The disease is named after Gonzalo Rodríguez Lafora (1886–1971), a Spanish neuropathologist who first recognized small inclusion bodies in Lafora patients in the early to mid 1900s.

Recent research has investigated whether inhibition of glycogen synthesis through restriction of glucose intake could potentially stop the formation of the Lafora Bodies in neurons in laforin-deficient mice models while also reducing the chances of seizures.

Researchers in the U.S., Canada, and Europe formed the Lafora Epilepsy Cure Initiative with funding from the National Institutes of Health. The group aims to interrupt the process of how the mutations in laforin and malin interfere with normal carbohydrate metabolism in mice models.

==Society and culture==
=== Patient organizations ===
There are patient organizations in the United States (Chelsea's Hope), Italy (Tempo Zero and A.I.L.A.), France (France Lafora), and Spain (AEVEL).

Chelsea's Hope began as a website in the fall of 2007 as a means to share Chelsea Gerber's story with her family and friends.
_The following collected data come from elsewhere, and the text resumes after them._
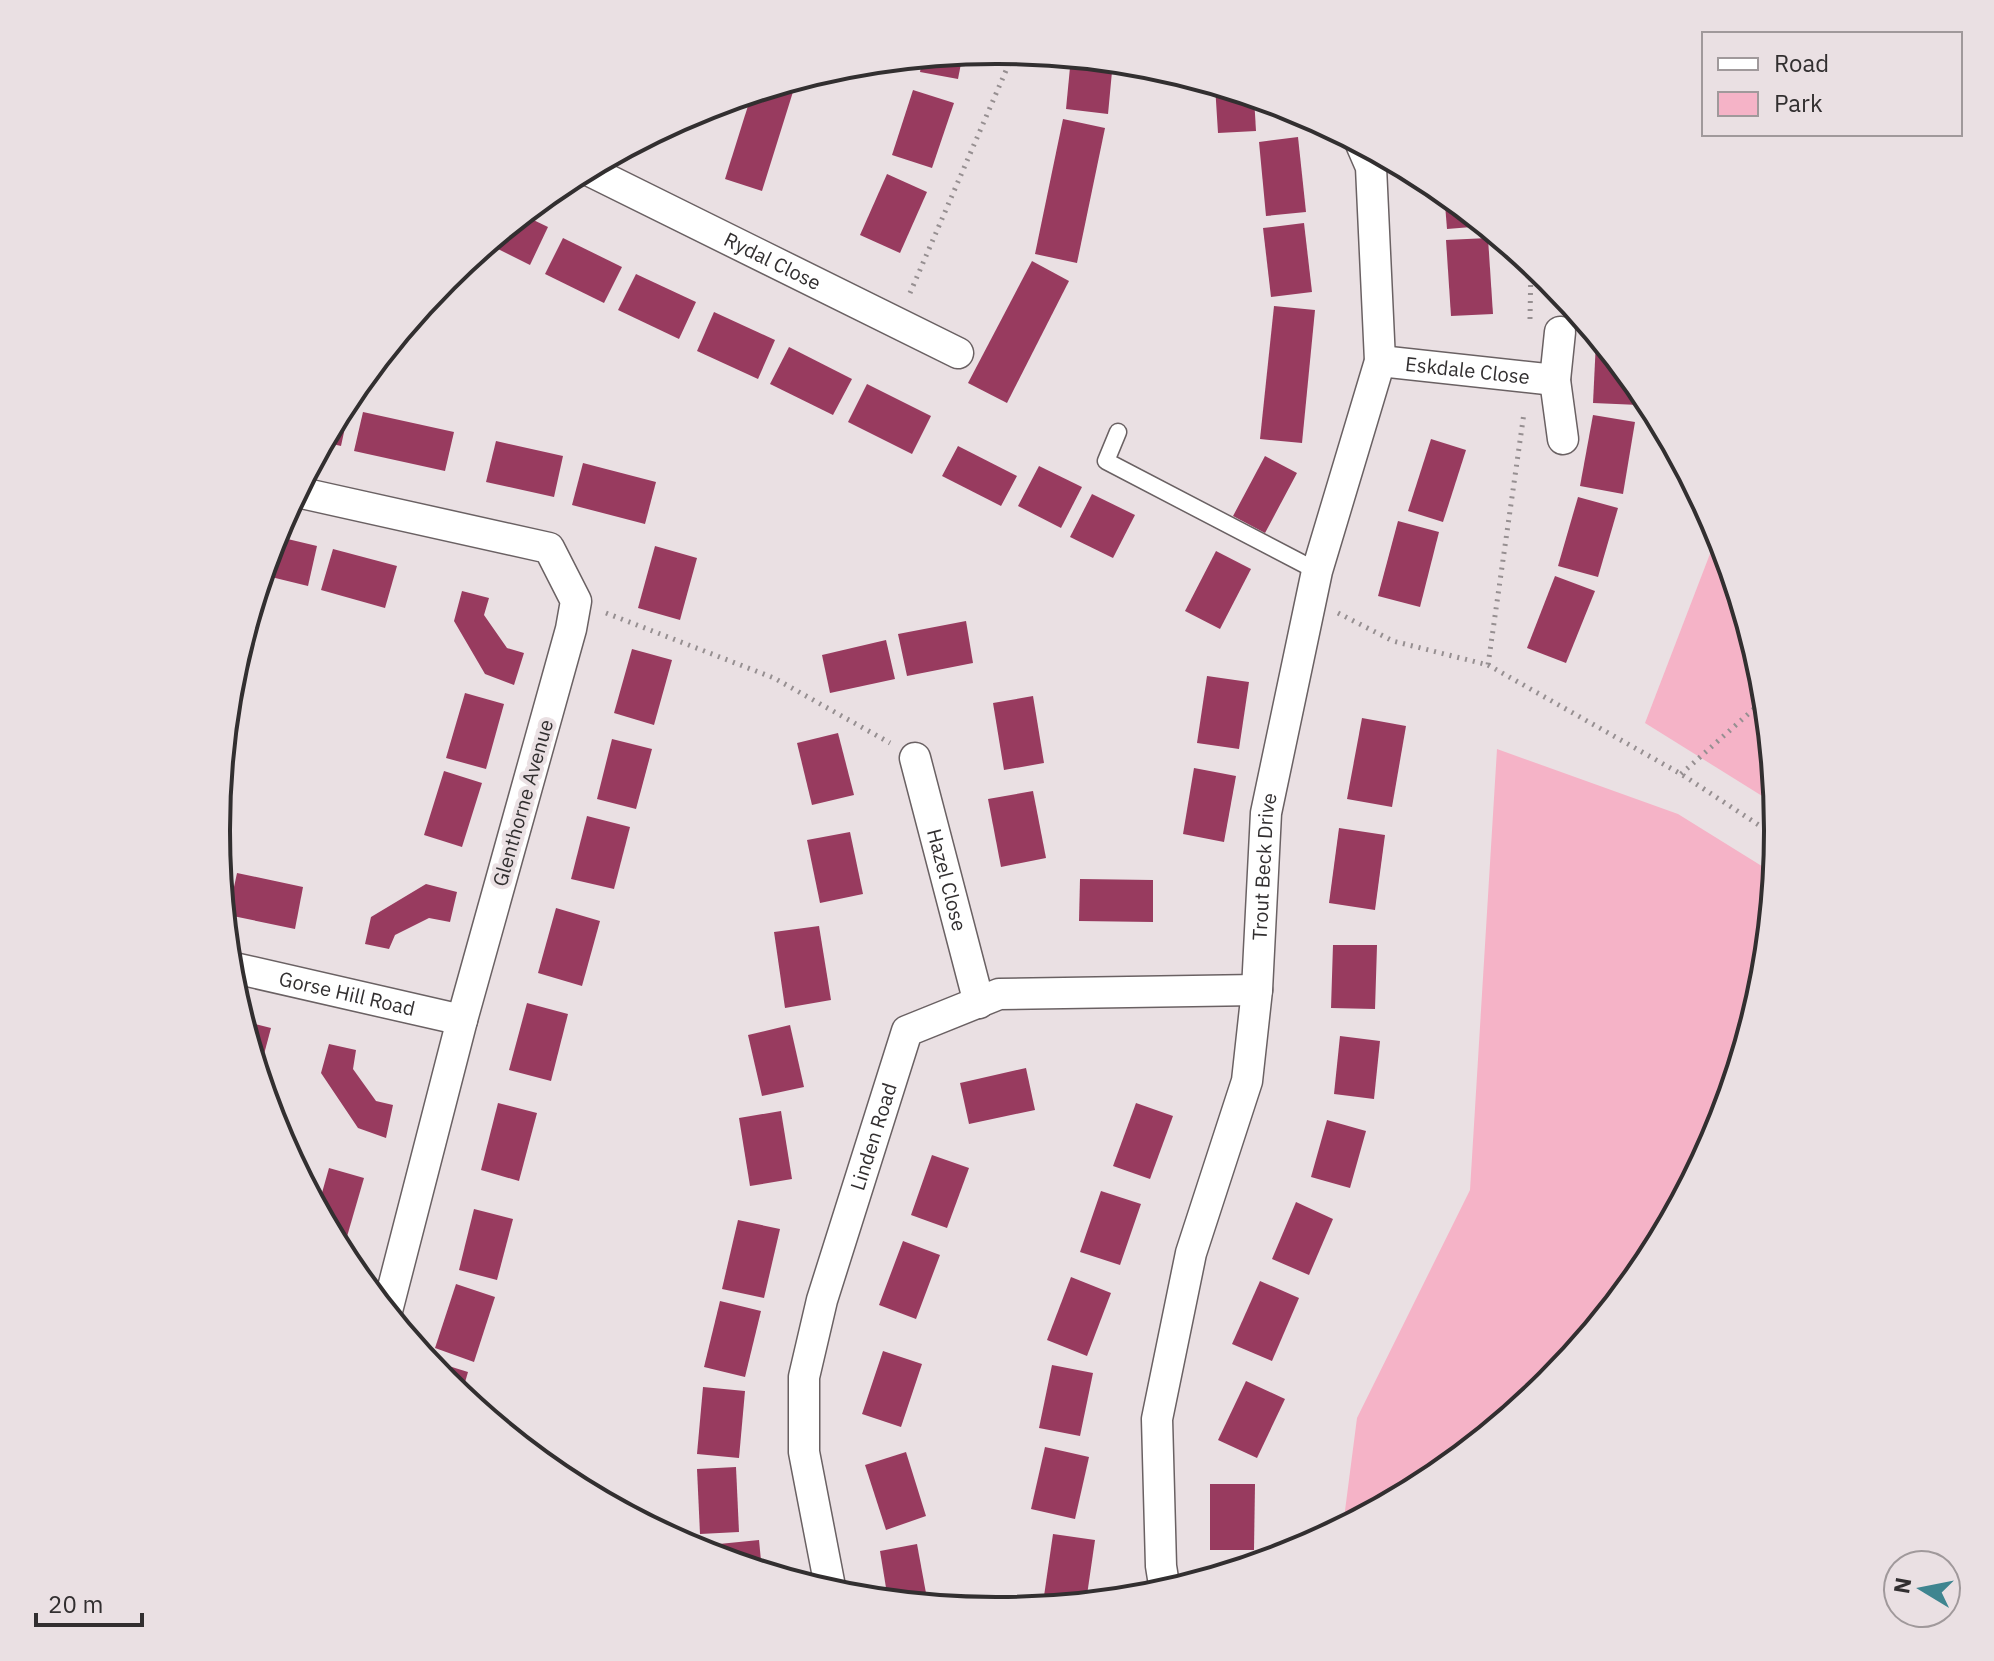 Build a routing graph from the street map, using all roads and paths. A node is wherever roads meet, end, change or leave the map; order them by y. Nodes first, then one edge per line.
1 (1009, 64) edge
2 (1368, 161) edge
3 (600, 176) edge
4 (1531, 281) edge
5 (1530, 321) dead end
6 (898, 323) junction
7 (1560, 332) dead end
8 (958, 353) dead end
9 (1380, 361) junction
10 (1542, 379) junction
11 (1118, 432) dead end
12 (1563, 439) dead end
13 (308, 495) edge
14 (1314, 585) junction
15 (576, 601) junction
16 (1488, 665) junction
17 (1754, 709) edge
18 (915, 758) joint
19 (1681, 774) junction
20 (1764, 828) edge
21 (243, 970) edge
22 (1257, 990) junction
23 (979, 1003) junction
24 (462, 1020) junction
25 (390, 1298) edge
26 (828, 1578) edge
27 (1163, 1578) edge

1 - 6 path
2 - 9 street, Trout Beck Drive
3 - 6 street, Rydal Close
4 - 5 path
6 - 8 street, Rydal Close
7 - 10 street, Eskdale Close
9 - 10 street, Eskdale Close
9 - 14 street, Trout Beck Drive
10 - 12 street, Eskdale Close
10 - 16 path
11 - 14 lane
13 - 15 street
14 - 16 path
14 - 22 street, Trout Beck Drive
15 - 18 path
15 - 24 street, Glenthorne Avenue
16 - 19 path
17 - 19 path
18 - 23 street, Hazel Close
19 - 20 path
21 - 24 street, Gorse Hill Road
22 - 23 street, Linden Road
22 - 27 street, Trout Beck Drive
23 - 26 street, Linden Road
24 - 25 street, Glenthorne Avenue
As the Gerber family connected with others affected by Lafora, they formed a patient advocacy organization in September 2009. Chelsea's Hope Lafora Children Research Fund is an IRS 501(c)3 non-profit organization, EIN: 27-1008382. The mission of Chelsea's Hope is to improve the lives of those affected by Lafora Disease and help accelerate the development of treatments.

In 2016, shortly before Chelsea's death, her mother Linda recorded a video sharing a day in their life. From myoclonus to a feeding tube replacement, viewers can learn what it means to live with Lafora Disease.